Après avoir réfuté une nouvelle fois les accusations selon lesquelles il serait un espion russe ou même aurait vendu des secrets d’État américains au gouvernement de Vladimir Poutine, Snowden reconnait qu’il y a de grandes chances pour qu’il soit surveillé de près par le pays qui l’héberge… et par les États-Unis eux-mêmes, qui savent très certainement où il se trouve et ce qu’il fait. Il indique vivre sur ses économies et l’argent qu’il reçoit de certaines conférences ou de prix qu’il remporte.

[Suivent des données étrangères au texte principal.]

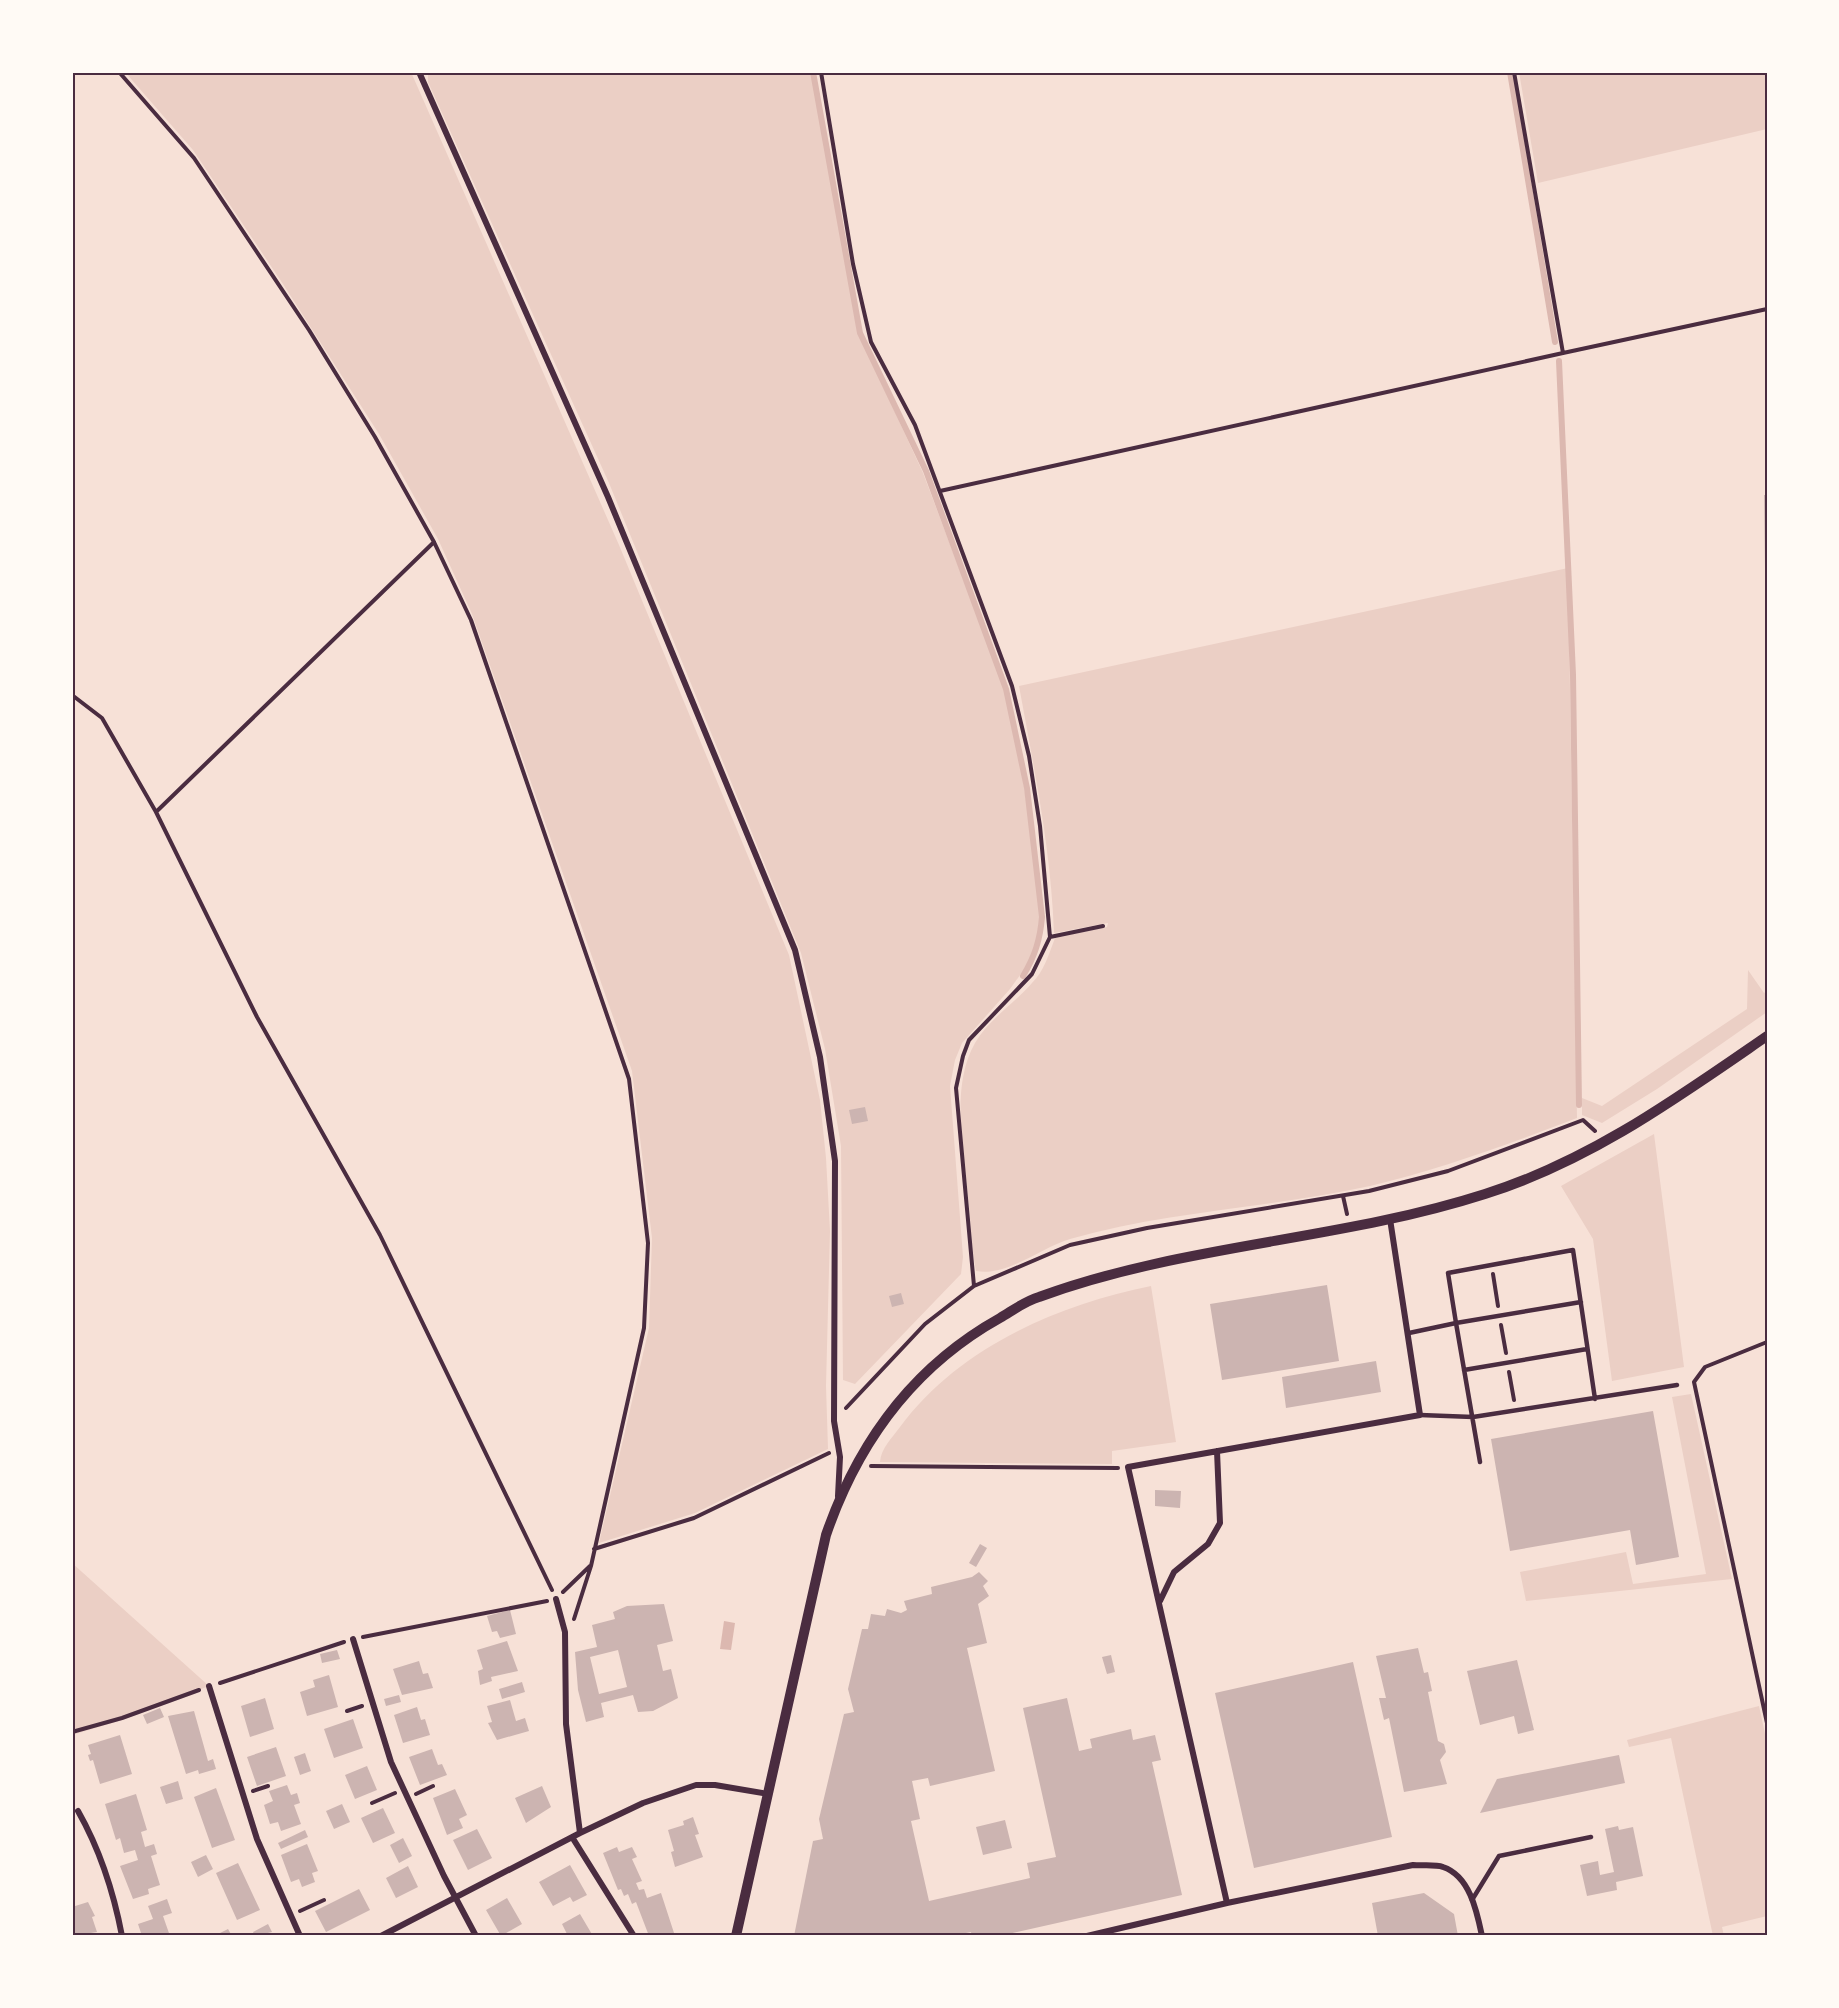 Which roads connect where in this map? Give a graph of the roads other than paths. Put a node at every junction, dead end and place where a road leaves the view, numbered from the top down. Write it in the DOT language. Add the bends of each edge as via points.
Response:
graph roads {
  1 [pos="419,72"];
  2 [pos="1767,1036"];
  3 [pos="1390,1219"];
  4 [pos="1581,1302"];
  5 [pos="1456,1323"];
  6 [pos="1409,1333"];
  7 [pos="1587,1349"];
  8 [pos="1464,1370"];
  9 [pos="1677,1385"];
  10 [pos="1595,1400"];
  11 [pos="1420,1415"];
  12 [pos="1473,1417"];
  13 [pos="1216,1451"];
  14 [pos="1480,1462"];
  15 [pos="838,1499"];
  16 [pos="556,1599"];
  17 [pos="1161,1601"];
  18 [pos="353,1639"];
  19 [pos="209,1686"];
  20 [pos="768,1794"];
  21 [pos="78,1811"];
  22 [pos="580,1833"];
  23 [pos="572,1837"];
  24 [pos="1591,1837"];
  25 [pos="456,1898"];
  26 [pos="1472,1900"];
  27 [pos="1227,1903"];
  28 [pos="122,1936"];
  29 [pos="300,1936"];
  30 [pos="381,1936"];
  31 [pos="476,1936"];
  32 [pos="634,1936"];
  33 [pos="736,1936"];
  34 [pos="1087,1936"];
  35 [pos="1482,1936"];
  1 -- 15 [label="street" via="608,497 795,950 820,1057 835,1161 834,1421"];
  2 -- 3 [label="street" via="1601,1146 1527,1180"];
  3 -- 6 [label="street"];
  3 -- 15 [label="street" via="1171,1258 1036,1297 970,1334 925,1371 886,1414"];
  4 -- 5 [label="lane"];
  4 -- 5 [label="lane" via="1574,1250 1448,1273"];
  4 -- 7 [label="lane"];
  5 -- 6 [label="lane"];
  5 -- 8 [label="lane"];
  6 -- 11 [label="street"];
  7 -- 8 [label="lane"];
  7 -- 10 [label="lane"];
  8 -- 12 [label="lane"];
  9 -- 10 [label="lane"];
  10 -- 12 [label="lane"];
  11 -- 12 [label="lane"];
  11 -- 13 [label="street"];
  12 -- 14 [label="lane"];
  13 -- 17 [label="street" via="1220,1523 1208,1544 1174,1572"];
  13 -- 17 [label="street" via="1128,1467"];
  15 -- 20 [label="street" via="814,1578"];
  16 -- 22 [label="street" via="565,1632 566,1724"];
  17 -- 27 [label="street"];
  18 -- 25 [label="street" via="391,1762"];
  19 -- 29 [label="street" via="257,1839"];
  20 -- 22 [label="street" via="696,1785 643,1803"];
  20 -- 33 [label="street"];
  21 -- 28 [label="street" via="88,1828"];
  22 -- 23 [label="street"];
  23 -- 25 [label="street"];
  23 -- 32 [label="street"];
  24 -- 26 [label="lane" via="1499,1856"];
  25 -- 30 [label="street"];
  25 -- 31 [label="street"];
  26 -- 27 [label="street" via="1461,1881 1443,1866 1413,1865"];
  26 -- 35 [label="street"];
  27 -- 34 [label="street"];
}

L’impossibilité de revenir au pays
Enfin, interrogé sur la possibilité de revenir aux États-Unis, Snowden a estimé que c’était actuellement impossible. Le lanceur d’alertes semble certain que le procès ne serait en aucun cas équitable et il préfère attendre la promesse d'un jury à douze personnes, formation qui permettrait de limiter les risques. Il n’hésite cependant pas à dire que s’il devait être condamné et/ou placé à Guantanamo, couvert de chaines, il « pourrait vivre avec ».
Ce n’est pas la première fois que Snowden signale son impossibilité de retour. Son avocat avait également insisté sur ce point, argumentant sur le paysage juridique des États-Unis actuellement. Rien pour l’instant ne permet d’affirmer que le gouvernement Obama change d’attitude : Snowden est toujours officiellement considéré comme un traître, et le mot revient d’ailleurs chez certains personnages politiques, voire chefs d’entreprises, à l’instar de Bill Gates. D’autres, tels qu’Al Gore, estiment cependant que le lanceur d’alertes a rendu un immense service aux États-Unis.